## Prompt
Out of the entries that follow, copy each line containing "Croydon".

## Data extracts

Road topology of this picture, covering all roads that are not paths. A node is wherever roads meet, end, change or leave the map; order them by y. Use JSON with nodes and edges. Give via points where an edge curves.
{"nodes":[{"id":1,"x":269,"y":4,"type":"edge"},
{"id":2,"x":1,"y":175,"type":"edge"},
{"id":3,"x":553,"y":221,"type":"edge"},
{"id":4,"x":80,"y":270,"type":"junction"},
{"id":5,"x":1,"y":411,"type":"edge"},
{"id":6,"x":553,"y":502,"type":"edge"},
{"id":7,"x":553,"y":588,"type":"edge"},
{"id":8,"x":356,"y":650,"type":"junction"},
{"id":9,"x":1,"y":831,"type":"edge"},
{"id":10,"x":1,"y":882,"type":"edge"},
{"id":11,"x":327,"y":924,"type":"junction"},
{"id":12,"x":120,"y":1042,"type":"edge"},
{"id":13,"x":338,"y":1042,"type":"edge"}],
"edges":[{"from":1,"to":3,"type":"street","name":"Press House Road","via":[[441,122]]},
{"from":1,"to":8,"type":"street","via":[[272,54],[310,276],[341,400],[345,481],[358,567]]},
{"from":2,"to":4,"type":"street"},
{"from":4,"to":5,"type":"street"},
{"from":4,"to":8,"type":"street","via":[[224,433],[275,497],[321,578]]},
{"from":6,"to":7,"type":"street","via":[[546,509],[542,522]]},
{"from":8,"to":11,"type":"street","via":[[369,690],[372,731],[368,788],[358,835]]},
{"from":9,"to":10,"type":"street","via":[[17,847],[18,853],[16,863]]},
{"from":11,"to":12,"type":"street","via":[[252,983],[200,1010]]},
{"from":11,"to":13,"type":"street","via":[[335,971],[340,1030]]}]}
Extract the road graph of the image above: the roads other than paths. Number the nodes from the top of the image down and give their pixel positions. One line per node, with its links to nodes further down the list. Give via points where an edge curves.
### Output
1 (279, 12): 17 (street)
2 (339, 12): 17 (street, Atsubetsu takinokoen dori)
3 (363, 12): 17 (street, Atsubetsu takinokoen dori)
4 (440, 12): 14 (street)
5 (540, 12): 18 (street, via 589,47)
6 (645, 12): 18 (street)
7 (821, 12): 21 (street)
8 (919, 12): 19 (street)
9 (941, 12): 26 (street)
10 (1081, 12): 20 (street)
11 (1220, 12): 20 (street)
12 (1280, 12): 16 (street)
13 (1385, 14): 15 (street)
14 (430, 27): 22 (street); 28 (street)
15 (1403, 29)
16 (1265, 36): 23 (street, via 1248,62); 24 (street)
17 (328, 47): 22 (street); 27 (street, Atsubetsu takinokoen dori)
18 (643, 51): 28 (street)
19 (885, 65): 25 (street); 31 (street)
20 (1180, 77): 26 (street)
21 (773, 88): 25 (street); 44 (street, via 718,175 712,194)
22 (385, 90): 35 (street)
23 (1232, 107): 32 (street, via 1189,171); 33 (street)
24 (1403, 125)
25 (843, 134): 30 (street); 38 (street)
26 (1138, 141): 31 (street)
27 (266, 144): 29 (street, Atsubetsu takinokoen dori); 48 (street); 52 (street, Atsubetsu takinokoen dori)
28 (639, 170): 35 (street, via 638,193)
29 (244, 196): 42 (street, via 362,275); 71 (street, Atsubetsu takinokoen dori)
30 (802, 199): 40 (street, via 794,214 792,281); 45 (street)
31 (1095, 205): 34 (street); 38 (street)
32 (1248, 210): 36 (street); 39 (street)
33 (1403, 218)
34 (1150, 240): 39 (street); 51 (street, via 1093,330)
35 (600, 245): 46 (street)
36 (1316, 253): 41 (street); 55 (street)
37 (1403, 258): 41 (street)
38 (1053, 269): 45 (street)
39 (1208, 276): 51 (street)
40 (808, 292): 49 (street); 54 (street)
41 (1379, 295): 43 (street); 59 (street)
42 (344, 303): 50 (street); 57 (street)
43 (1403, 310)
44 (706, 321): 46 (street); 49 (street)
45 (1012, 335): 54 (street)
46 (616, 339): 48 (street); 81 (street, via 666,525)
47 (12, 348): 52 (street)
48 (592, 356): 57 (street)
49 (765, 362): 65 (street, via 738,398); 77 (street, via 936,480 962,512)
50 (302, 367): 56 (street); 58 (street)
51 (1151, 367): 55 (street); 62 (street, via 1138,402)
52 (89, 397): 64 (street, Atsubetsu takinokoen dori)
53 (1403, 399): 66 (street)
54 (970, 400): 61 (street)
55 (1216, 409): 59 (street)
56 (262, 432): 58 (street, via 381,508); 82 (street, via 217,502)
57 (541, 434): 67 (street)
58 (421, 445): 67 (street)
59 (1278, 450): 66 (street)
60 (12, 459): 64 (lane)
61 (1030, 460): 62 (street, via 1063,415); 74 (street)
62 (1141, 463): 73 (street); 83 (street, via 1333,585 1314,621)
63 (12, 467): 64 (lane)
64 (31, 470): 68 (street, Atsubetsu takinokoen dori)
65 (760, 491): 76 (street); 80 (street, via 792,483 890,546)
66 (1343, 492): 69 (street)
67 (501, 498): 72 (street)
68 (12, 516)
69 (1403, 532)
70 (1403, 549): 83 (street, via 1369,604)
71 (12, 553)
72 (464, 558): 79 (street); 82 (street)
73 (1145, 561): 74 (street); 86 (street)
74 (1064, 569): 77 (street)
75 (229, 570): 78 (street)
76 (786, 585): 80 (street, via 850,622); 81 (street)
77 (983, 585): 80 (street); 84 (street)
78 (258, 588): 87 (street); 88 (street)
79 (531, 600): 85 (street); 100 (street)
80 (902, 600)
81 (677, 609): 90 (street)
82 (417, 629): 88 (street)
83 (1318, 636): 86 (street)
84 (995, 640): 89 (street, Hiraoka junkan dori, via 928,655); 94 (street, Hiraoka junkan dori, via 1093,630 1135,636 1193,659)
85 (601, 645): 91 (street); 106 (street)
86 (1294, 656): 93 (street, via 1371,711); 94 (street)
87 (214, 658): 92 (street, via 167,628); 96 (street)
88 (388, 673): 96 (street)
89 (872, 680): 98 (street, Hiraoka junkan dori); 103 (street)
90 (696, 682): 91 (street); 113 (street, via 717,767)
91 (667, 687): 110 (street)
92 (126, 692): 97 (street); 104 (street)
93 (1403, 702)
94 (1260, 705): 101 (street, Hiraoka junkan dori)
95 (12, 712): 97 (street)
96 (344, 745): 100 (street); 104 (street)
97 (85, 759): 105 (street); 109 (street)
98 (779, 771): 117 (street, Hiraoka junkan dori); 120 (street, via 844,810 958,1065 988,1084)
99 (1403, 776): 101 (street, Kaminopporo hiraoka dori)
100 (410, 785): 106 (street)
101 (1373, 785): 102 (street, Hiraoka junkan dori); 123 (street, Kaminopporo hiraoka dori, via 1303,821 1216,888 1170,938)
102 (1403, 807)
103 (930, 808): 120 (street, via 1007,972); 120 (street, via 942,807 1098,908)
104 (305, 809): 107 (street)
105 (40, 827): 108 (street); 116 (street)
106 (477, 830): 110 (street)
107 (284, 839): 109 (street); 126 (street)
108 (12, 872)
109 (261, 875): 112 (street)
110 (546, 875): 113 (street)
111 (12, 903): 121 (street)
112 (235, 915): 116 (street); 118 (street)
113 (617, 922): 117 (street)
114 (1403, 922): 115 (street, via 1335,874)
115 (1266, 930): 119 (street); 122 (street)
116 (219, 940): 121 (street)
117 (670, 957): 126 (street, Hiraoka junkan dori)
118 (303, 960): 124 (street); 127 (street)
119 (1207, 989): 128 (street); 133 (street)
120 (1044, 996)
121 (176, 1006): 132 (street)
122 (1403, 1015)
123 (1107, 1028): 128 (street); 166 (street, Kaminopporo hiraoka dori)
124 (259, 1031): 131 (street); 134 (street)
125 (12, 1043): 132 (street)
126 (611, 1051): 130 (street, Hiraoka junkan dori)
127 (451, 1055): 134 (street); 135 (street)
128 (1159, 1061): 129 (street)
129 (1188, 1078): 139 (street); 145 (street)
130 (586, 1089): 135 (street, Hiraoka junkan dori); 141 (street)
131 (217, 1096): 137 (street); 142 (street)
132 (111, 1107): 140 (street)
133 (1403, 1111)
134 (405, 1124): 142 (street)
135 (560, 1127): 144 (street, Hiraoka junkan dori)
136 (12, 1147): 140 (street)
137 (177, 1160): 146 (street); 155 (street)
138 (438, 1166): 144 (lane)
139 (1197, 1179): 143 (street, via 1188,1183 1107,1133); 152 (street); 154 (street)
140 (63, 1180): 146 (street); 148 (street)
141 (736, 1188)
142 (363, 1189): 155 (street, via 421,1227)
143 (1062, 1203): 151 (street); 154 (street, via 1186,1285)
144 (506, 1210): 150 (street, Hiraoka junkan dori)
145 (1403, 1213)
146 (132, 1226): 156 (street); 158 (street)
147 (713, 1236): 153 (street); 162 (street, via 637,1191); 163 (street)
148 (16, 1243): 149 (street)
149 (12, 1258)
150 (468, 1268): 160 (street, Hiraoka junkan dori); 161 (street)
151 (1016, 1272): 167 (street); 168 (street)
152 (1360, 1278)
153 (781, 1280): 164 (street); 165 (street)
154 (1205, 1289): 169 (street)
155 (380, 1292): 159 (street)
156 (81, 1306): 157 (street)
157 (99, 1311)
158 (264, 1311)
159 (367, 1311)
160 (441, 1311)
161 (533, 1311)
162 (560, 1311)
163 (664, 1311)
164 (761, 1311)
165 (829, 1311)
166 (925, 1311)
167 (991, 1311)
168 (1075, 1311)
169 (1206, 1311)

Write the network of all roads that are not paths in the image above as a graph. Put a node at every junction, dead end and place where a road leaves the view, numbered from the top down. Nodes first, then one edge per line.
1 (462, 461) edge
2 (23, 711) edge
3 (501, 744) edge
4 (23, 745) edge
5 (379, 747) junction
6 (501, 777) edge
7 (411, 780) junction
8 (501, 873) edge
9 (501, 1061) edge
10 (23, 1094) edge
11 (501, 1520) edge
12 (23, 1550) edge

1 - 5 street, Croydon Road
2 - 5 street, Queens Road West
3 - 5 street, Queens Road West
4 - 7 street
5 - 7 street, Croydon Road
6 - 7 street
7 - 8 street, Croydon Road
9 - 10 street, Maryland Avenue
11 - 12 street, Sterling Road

## Solution to the exercise
1 - 5 street, Croydon Road
5 - 7 street, Croydon Road
7 - 8 street, Croydon Road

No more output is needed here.